* _What the task asks_
Copy the listing verbatim, excluding any images found in it.

☆ ☆ ☆

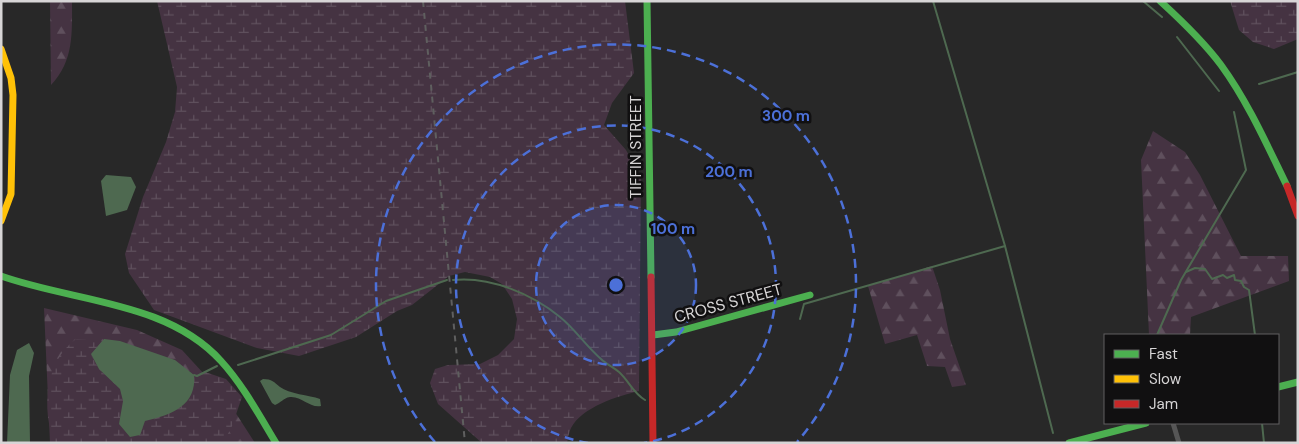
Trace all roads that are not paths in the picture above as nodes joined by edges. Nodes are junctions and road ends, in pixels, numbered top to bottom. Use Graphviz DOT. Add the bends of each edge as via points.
graph roads {
  1 [pos="647,1"];
  2 [pos="1160,1"];
  3 [pos="1,50"];
  4 [pos="1298,216"];
  5 [pos="1,221"];
  6 [pos="1,276"];
  7 [pos="810,295"];
  8 [pos="653,335"];
  9 [pos="1298,382"];
  10 [pos="1279,387"];
  11 [pos="1142,424"];
  12 [pos="1173,424"];
  13 [pos="276,443"];
  14 [pos="653,443"];
  15 [pos="1069,443"];
  16 [pos="1179,443"];
  1 -- 8 [label="street, TIFFIN STREET"];
  2 -- 4 [label="street" via="1227,74 1259,127"];
  3 -- 5 [label="street" via="12,78 13,95 11,194"];
  6 -- 13 [label="street" via="51,292 143,311 182,328 211,350 233,376"];
  7 -- 8 [label="street, CROSS STREET" via="676,332"];
  8 -- 14 [label="street, TIFFIN STREET"];
  9 -- 10 [label="street"];
  11 -- 15 [label="street"];
  12 -- 16 [label="street"];
}
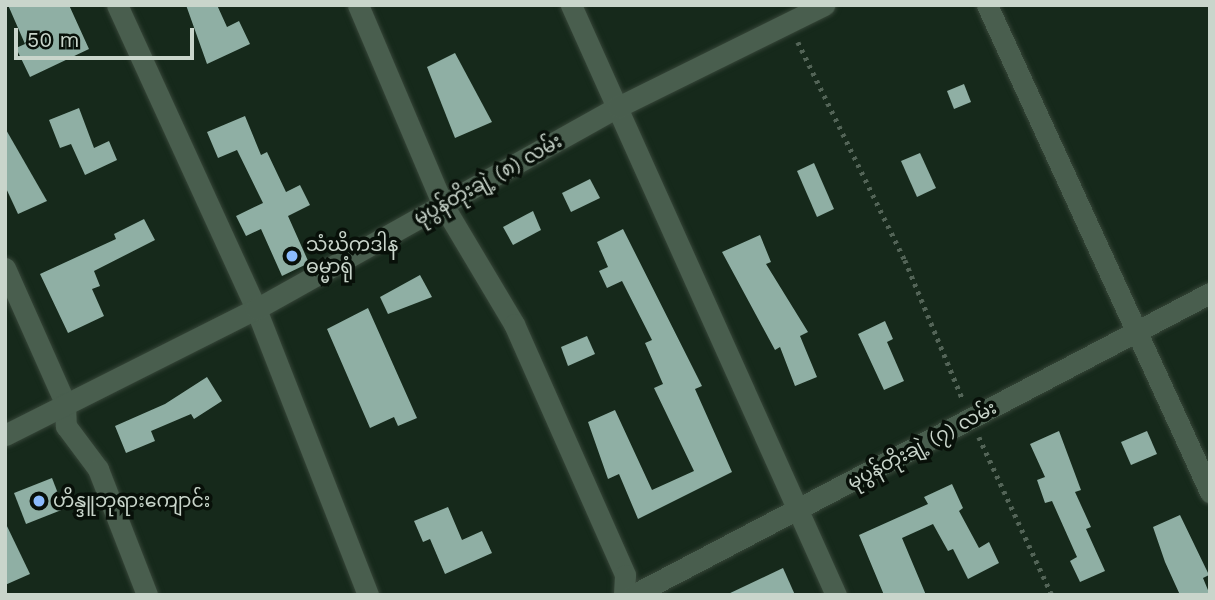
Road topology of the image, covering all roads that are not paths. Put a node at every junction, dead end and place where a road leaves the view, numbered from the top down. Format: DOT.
graph roads {
  1 [pos="117,5"];
  2 [pos="358,5"];
  3 [pos="571,5"];
  4 [pos="824,5"];
  5 [pos="988,5"];
  6 [pos="618,107"];
  7 [pos="443,205"];
  8 [pos="5,268"];
  9 [pos="1210,293"];
  10 [pos="256,309"];
  11 [pos="1134,333"];
  12 [pos="65,403"];
  13 [pos="5,435"];
  14 [pos="1210,492"];
  15 [pos="796,511"];
  16 [pos="146,595"];
  17 [pos="368,595"];
  18 [pos="624,595"];
  19 [pos="633,595"];
  20 [pos="836,595"];
  1 -- 10 [label="street"];
  2 -- 7 [label="street"];
  3 -- 6 [label="street"];
  4 -- 6 [label="street, မုပွန်တိုးချဲ့ (၈) လမ်း"];
  5 -- 11 [label="street"];
  6 -- 7 [label="street, မုပွန်တိုးချဲ့ (၈) လမ်း"];
  6 -- 15 [label="street"];
  7 -- 10 [label="street, မုပွန်တိုးချဲ့ (၈) လမ်း"];
  7 -- 18 [label="street"];
  8 -- 12 [label="street"];
  9 -- 11 [label="street, မုပွန်တိုးချဲ့ (၇) လမ်း"];
  10 -- 12 [label="street, မုပွန်တိုးချဲ့ (၈) လမ်း"];
  10 -- 17 [label="street"];
  11 -- 14 [label="street"];
  11 -- 15 [label="street, မုပွန်တိုးချဲ့ (၇) လမ်း"];
  12 -- 13 [label="street, မုပွန်တိုးချဲ့ (၈) လမ်း"];
  12 -- 16 [label="street"];
  15 -- 19 [label="street, မုပွန်တိုးချဲ့ (၇) လမ်း"];
  15 -- 20 [label="street"];
}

☆ ☆ ☆

* _Result for this exercise_
Trace all roads that are not paths in the picture above as nodes joined by edges. Nodes are junctions and road ends, in pixels, numbered top to bottom. Use Graphviz DOT. Add the bends of each edge as via points.
graph roads {
  1 [pos="647,1"];
  2 [pos="1160,1"];
  3 [pos="1,50"];
  4 [pos="1298,216"];
  5 [pos="1,221"];
  6 [pos="1,276"];
  7 [pos="810,295"];
  8 [pos="653,335"];
  9 [pos="1298,382"];
  10 [pos="1279,387"];
  11 [pos="1142,424"];
  12 [pos="1173,424"];
  13 [pos="276,443"];
  14 [pos="653,443"];
  15 [pos="1069,443"];
  16 [pos="1179,443"];
  1 -- 8 [label="street, TIFFIN STREET"];
  2 -- 4 [label="street" via="1227,74 1259,127"];
  3 -- 5 [label="street" via="12,78 13,95 11,194"];
  6 -- 13 [label="street" via="51,292 143,311 182,328 211,350 233,376"];
  7 -- 8 [label="street, CROSS STREET" via="676,332"];
  8 -- 14 [label="street, TIFFIN STREET"];
  9 -- 10 [label="street"];
  11 -- 15 [label="street"];
  12 -- 16 [label="street"];
}
Road topology of the image, covering all roads that are not paths. Put a node at every junction, dead end and place where a road leaves the view, numbered from the top down. Format: DOT.
graph roads {
  1 [pos="117,5"];
  2 [pos="358,5"];
  3 [pos="571,5"];
  4 [pos="824,5"];
  5 [pos="988,5"];
  6 [pos="618,107"];
  7 [pos="443,205"];
  8 [pos="5,268"];
  9 [pos="1210,293"];
  10 [pos="256,309"];
  11 [pos="1134,333"];
  12 [pos="65,403"];
  13 [pos="5,435"];
  14 [pos="1210,492"];
  15 [pos="796,511"];
  16 [pos="146,595"];
  17 [pos="368,595"];
  18 [pos="624,595"];
  19 [pos="633,595"];
  20 [pos="836,595"];
  1 -- 10 [label="street"];
  2 -- 7 [label="street"];
  3 -- 6 [label="street"];
  4 -- 6 [label="street, မုပွန်တိုးချဲ့ (၈) လမ်း"];
  5 -- 11 [label="street"];
  6 -- 7 [label="street, မုပွန်တိုးချဲ့ (၈) လမ်း"];
  6 -- 15 [label="street"];
  7 -- 10 [label="street, မုပွန်တိုးချဲ့ (၈) လမ်း"];
  7 -- 18 [label="street"];
  8 -- 12 [label="street"];
  9 -- 11 [label="street, မုပွန်တိုးချဲ့ (၇) လမ်း"];
  10 -- 12 [label="street, မုပွန်တိုးချဲ့ (၈) လမ်း"];
  10 -- 17 [label="street"];
  11 -- 14 [label="street"];
  11 -- 15 [label="street, မုပွန်တိုးချဲ့ (၇) လမ်း"];
  12 -- 13 [label="street, မုပွန်တိုးချဲ့ (၈) လမ်း"];
  12 -- 16 [label="street"];
  15 -- 19 [label="street, မုပွန်တိုးချဲ့ (၇) လမ်း"];
  15 -- 20 [label="street"];
}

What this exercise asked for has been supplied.